* EXERCISE *
The lines to reproduce from the material below are those from the one containing "wrist: (198, 469)" through the one containing "index dip: (369, 278)", both included; write them out exactly and add nothing.

* DATA RECORDS *
=== Section Start ===

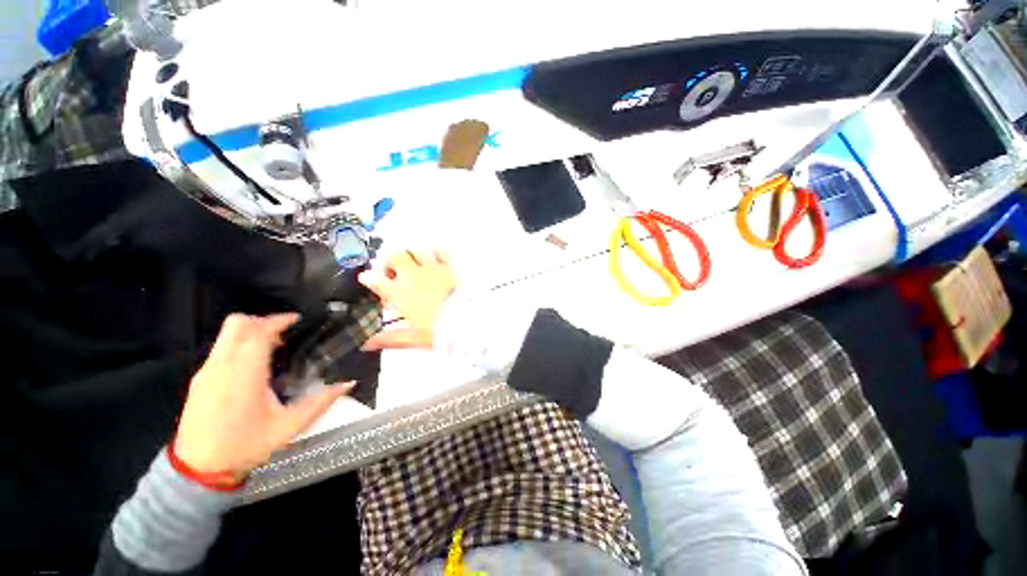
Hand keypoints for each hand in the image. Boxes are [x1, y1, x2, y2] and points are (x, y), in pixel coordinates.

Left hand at [173, 313, 352, 479]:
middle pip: (237, 324)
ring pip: (227, 335)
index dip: (278, 321)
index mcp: (244, 375)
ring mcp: (207, 372)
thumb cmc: (245, 446)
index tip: (297, 320)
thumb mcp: (289, 427)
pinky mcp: (200, 379)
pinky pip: (222, 349)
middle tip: (286, 332)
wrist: (198, 469)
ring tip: (275, 347)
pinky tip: (255, 365)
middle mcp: (221, 367)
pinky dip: (241, 345)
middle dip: (263, 320)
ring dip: (252, 332)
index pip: (257, 332)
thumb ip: (320, 402)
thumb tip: (348, 383)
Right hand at [358, 250, 456, 350]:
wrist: (468, 320)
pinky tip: (433, 257)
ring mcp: (432, 269)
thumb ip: (390, 338)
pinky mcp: (449, 266)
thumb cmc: (440, 330)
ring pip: (414, 251)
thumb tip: (367, 344)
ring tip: (412, 266)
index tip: (367, 278)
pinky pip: (439, 250)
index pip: (377, 281)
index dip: (369, 278)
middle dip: (389, 262)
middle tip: (392, 274)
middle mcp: (414, 278)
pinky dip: (433, 251)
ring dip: (410, 256)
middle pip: (395, 257)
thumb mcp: (414, 338)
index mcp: (402, 296)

=== Section End ===

* WRITTEN RESPONSE *
wrist: (198, 469)
ring tip: (275, 347)
pinky tip: (255, 365)
middle mcp: (221, 367)
pinky dip: (241, 345)
middle dip: (263, 320)
ring dip: (252, 332)
index pip: (257, 332)
thumb ip: (320, 402)
thumb tip: (348, 383)
Right hand at [358, 250, 456, 350]:
wrist: (468, 320)
pinky tip: (433, 257)
ring mcp: (432, 269)
thumb ip: (390, 338)
pinky mcp: (449, 266)
thumb cmc: (440, 330)
ring pip: (414, 251)
thumb tip: (367, 344)
ring tip: (412, 266)
index tip: (367, 278)
pinky pip: (439, 250)
index pip: (377, 281)
index dip: (369, 278)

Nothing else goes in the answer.